START Source records
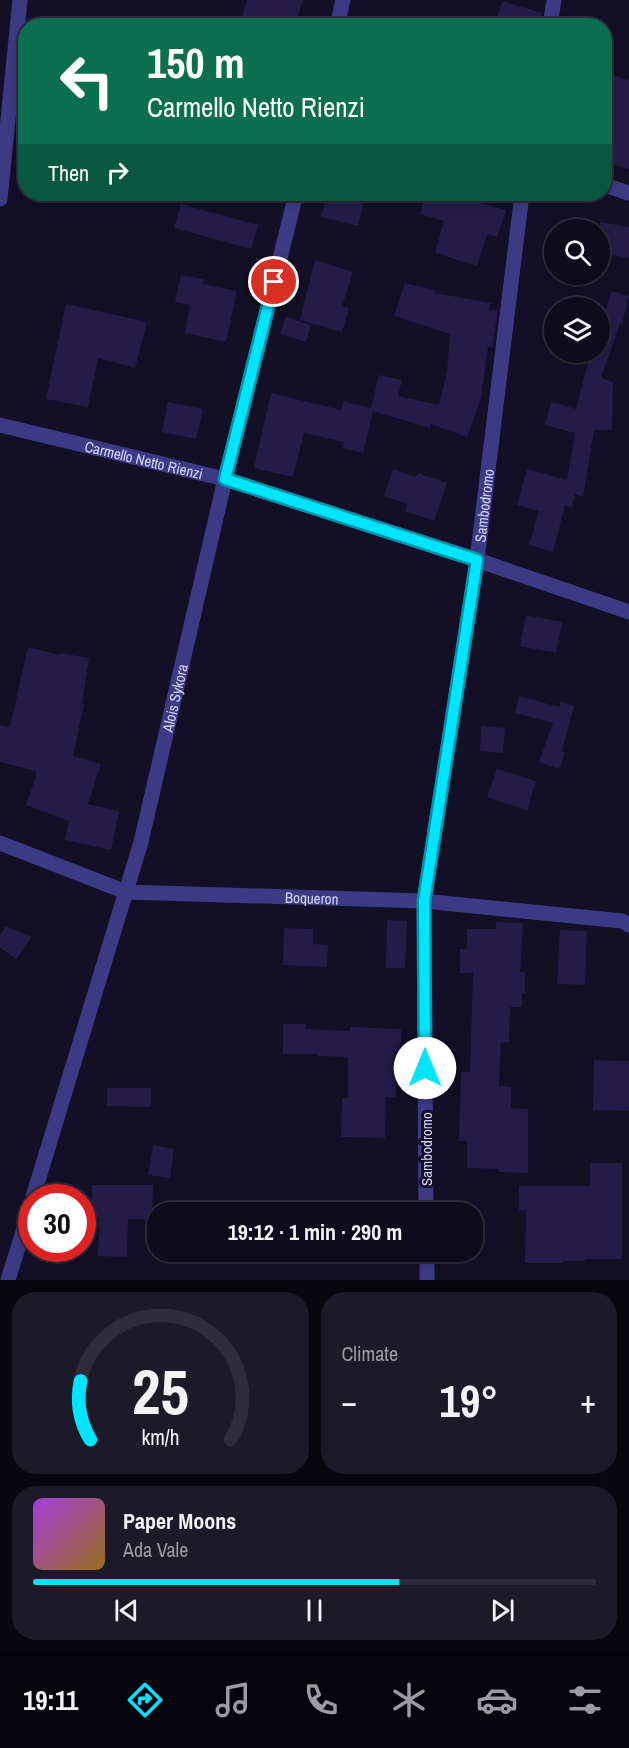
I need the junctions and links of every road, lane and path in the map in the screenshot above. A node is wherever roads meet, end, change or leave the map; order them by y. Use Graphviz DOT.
graph roads {
  1 [pos="20,0"];
  2 [pos="344,0"];
  3 [pos="554,0"];
  4 [pos="18,18"];
  5 [pos="339,18"];
  6 [pos="551,18"];
  7 [pos="18,20"];
  8 [pos="612,188"];
  9 [pos="629,193"];
  10 [pos="0,199"];
  11 [pos="294,201"];
  12 [pos="521,201"];
  13 [pos="0,424"];
  14 [pos="225,479"];
  15 [pos="477,560"];
  16 [pos="629,612"];
  17 [pos="0,843"];
  18 [pos="126,892"];
  19 [pos="424,901"];
  20 [pos="629,925"];
  21 [pos="37,1184"];
  22 [pos="426,1202"];
  23 [pos="18,1248"];
  24 [pos="427,1262"];
  25 [pos="8,1280"];
  26 [pos="427,1280"];
  1 -- 4 [label="street"];
  2 -- 5 [label="street"];
  3 -- 6 [label="street"];
  7 -- 10 [label="street"];
  8 -- 9 [label="street"];
  11 -- 14 [label="street, Alois Sykora"];
  12 -- 15 [label="street, Sambodromo"];
  13 -- 14 [label="street, Carmello Netto Rienzi"];
  14 -- 15 [label="street, Carmello Netto Rienzi"];
  14 -- 18 [label="street, Alois Sykora"];
  15 -- 16 [label="street, Carmello Netto Rienzi"];
  15 -- 19 [label="street, Sambodromo"];
  17 -- 18 [label="street, Boqueron"];
  18 -- 19 [label="street, Boqueron"];
  18 -- 21 [label="street, Alois Sykora"];
  19 -- 20 [label="street, Boqueron"];
  19 -- 22 [label="street, Sambodromo"];
  23 -- 25 [label="street"];
  24 -- 26 [label="street"];
}
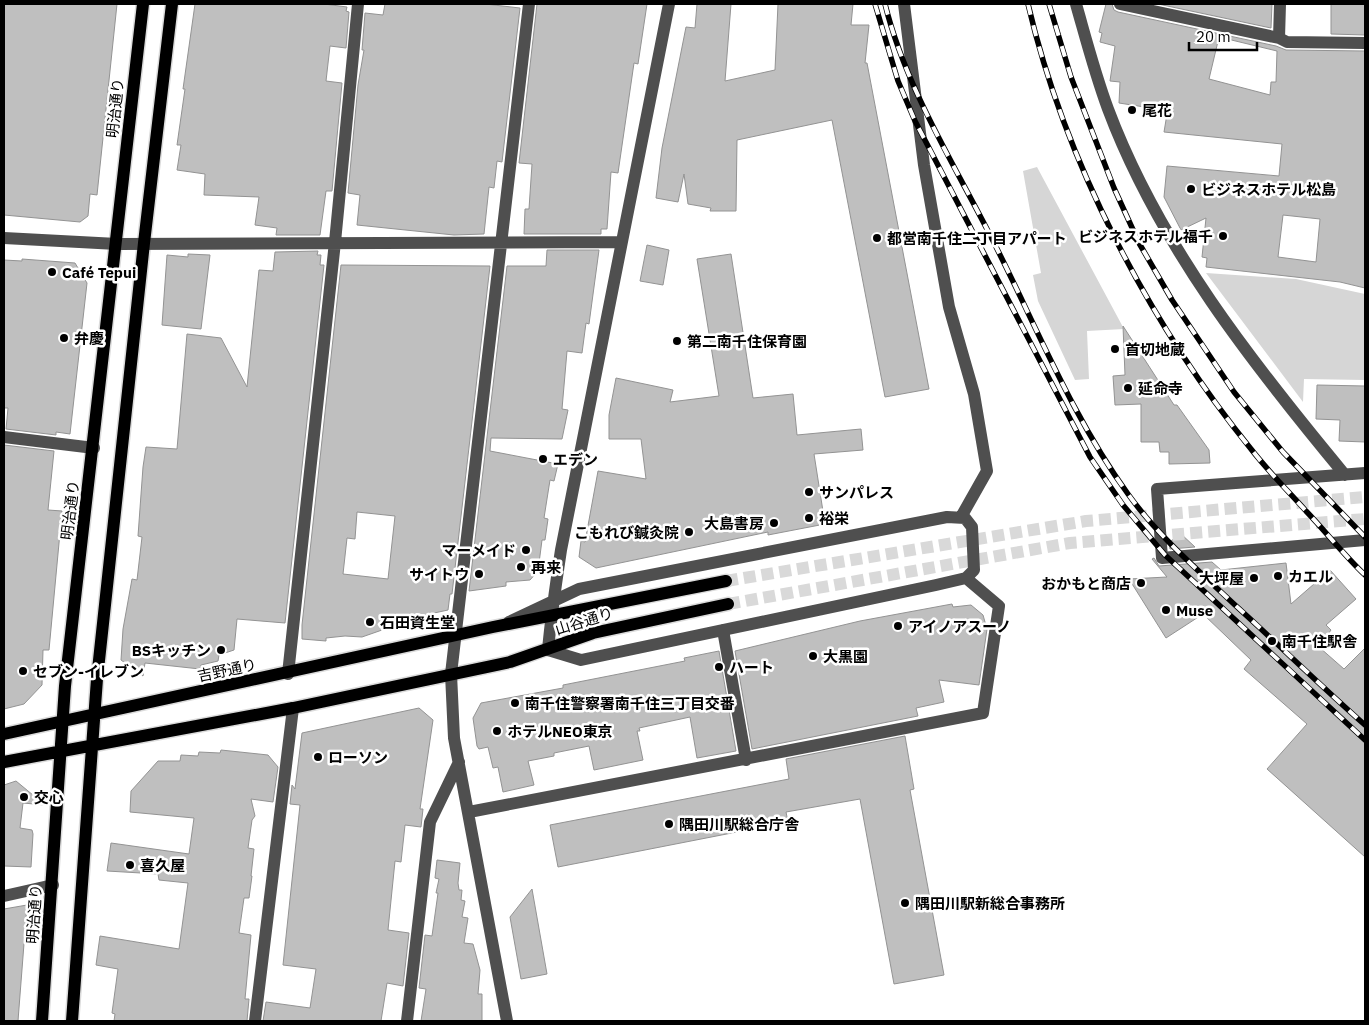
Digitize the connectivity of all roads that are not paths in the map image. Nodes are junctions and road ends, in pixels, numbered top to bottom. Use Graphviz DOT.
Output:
graph roads {
  1 [pos="143,4"];
  2 [pos="172,4"];
  3 [pos="358,4"];
  4 [pos="529,4"];
  5 [pos="669,4"];
  6 [pos="904,4"];
  7 [pos="1076,4"];
  8 [pos="1120,4"];
  9 [pos="1280,4"];
  10 [pos="1279,38"];
  11 [pos="1365,43"];
  12 [pos="4,238"];
  13 [pos="335,242"];
  14 [pos="501,242"];
  15 [pos="621,242"];
  16 [pos="144,243"];
  17 [pos="117,244"];
  18 [pos="4,437"];
  19 [pos="94,448"];
  20 [pos="1365,473"];
  21 [pos="1346,475"];
  22 [pos="960,517"];
  23 [pos="1365,540"];
  24 [pos="966,578"];
  25 [pos="726,582"];
  26 [pos="554,600"];
  27 [pos="728,604"];
  28 [pos="551,616"];
  29 [pos="502,626"];
  30 [pos="723,630"];
  31 [pos="456,636"];
  32 [pos="548,650"];
  33 [pos="288,674"];
  34 [pos="451,674"];
  35 [pos="293,708"];
  36 [pos="94,714"];
  37 [pos="62,721"];
  38 [pos="4,734"];
  39 [pos="92,747"];
  40 [pos="60,751"];
  41 [pos="746,760"];
  42 [pos="4,762"];
  43 [pos="458,762"];
  44 [pos="469,812"];
  45 [pos="53,885"];
  46 [pos="4,896"];
  47 [pos="42,1021"];
  48 [pos="72,1021"];
  49 [pos="255,1021"];
  50 [pos="407,1021"];
  51 [pos="507,1021"];
  1 -- 17 [label="main road, 明治通り"];
  2 -- 16 [label="main road"];
  3 -- 13 [label="street"];
  4 -- 14 [label="street"];
  5 -- 15 [label="street"];
  6 -- 22 [label="street"];
  7 -- 21 [label="street"];
  8 -- 10 [label="street"];
  9 -- 10 [label="street"];
  10 -- 11 [label="street"];
  12 -- 17 [label="street"];
  13 -- 14 [label="street"];
  13 -- 16 [label="street"];
  13 -- 33 [label="street"];
  14 -- 15 [label="street"];
  14 -- 31 [label="street"];
  15 -- 26 [label="street"];
  16 -- 17 [label="street"];
  16 -- 36 [label="main road"];
  17 -- 19 [label="main road, 明治通り"];
  18 -- 19 [label="street"];
  19 -- 37 [label="main road, 明治通り"];
  20 -- 21 [label="street"];
  21 -- 23 [label="street"];
  22 -- 24 [label="street"];
  22 -- 26 [label="street"];
  24 -- 30 [label="street"];
  24 -- 41 [label="street"];
  25 -- 28 [label="main road, 山谷通り"];
  26 -- 28 [label="street"];
  26 -- 29 [label="street"];
  27 -- 32 [label="main road, 山谷通り"];
  28 -- 29 [label="main road, 山谷通り"];
  28 -- 32 [label="street"];
  29 -- 31 [label="main road, 山谷通り"];
  30 -- 32 [label="street"];
  30 -- 41 [label="street"];
  31 -- 33 [label="main road, 吉野通り"];
  31 -- 34 [label="street"];
  32 -- 34 [label="main road, 山谷通り"];
  33 -- 36 [label="main road, 吉野通り"];
  34 -- 35 [label="main road"];
  34 -- 43 [label="street"];
  35 -- 39 [label="main road"];
  35 -- 49 [label="street"];
  36 -- 37 [label="main road, 吉野通り"];
  36 -- 39 [label="main road"];
  37 -- 38 [label="main road, 吉野通り"];
  37 -- 40 [label="main road, 明治通り"];
  39 -- 40 [label="main road"];
  39 -- 48 [label="main road"];
  40 -- 42 [label="main road"];
  40 -- 45 [label="main road, 明治通り"];
  41 -- 44 [label="street"];
  43 -- 44 [label="street"];
  43 -- 50 [label="street"];
  44 -- 51 [label="street"];
  45 -- 46 [label="street"];
  45 -- 47 [label="main road, 明治通り"];
}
END Source records
Problem to work on - All the lines that hold the word "Carmello" must appear in the answer, copied from the records.

Output of the task -
  13 -- 14 [label="street, Carmello Netto Rienzi"];
  14 -- 15 [label="street, Carmello Netto Rienzi"];
  15 -- 16 [label="street, Carmello Netto Rienzi"];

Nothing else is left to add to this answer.